Problem
Whenever the string "Renoir" turns up in a line below, that line should be copied.

Provided entries
§
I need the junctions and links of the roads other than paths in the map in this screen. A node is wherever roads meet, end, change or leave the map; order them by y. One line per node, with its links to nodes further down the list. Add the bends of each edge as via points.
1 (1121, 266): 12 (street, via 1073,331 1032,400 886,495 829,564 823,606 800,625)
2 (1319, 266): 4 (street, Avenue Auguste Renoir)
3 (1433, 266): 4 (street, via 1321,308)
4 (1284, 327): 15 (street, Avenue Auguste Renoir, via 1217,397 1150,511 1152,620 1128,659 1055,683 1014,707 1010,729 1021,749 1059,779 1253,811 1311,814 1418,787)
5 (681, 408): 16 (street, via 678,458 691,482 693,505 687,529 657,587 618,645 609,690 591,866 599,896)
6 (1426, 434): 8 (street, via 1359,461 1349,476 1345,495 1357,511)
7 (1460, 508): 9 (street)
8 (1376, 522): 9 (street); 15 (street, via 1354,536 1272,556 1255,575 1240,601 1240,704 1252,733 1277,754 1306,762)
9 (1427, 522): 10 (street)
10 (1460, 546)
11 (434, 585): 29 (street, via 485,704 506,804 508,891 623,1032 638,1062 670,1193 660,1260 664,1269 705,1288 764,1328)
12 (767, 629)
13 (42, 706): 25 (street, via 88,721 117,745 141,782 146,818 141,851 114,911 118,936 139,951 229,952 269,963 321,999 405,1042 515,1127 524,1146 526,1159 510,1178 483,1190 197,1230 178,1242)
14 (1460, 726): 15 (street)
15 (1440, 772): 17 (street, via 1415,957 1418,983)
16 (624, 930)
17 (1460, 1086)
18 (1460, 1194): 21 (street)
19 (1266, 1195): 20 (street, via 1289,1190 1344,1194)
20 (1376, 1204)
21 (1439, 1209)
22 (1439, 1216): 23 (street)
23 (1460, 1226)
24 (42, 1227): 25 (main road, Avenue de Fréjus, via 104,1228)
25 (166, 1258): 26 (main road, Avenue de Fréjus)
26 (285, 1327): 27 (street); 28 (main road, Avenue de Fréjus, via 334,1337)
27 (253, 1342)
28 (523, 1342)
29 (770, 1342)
§
Worked solution
2 (1319, 266): 4 (street, Avenue Auguste Renoir)
4 (1284, 327): 15 (street, Avenue Auguste Renoir, via 1217,397 1150,511 1152,620 1128,659 1055,683 1014,707 1010,729 1021,749 1059,779 1253,811 1311,814 1418,787)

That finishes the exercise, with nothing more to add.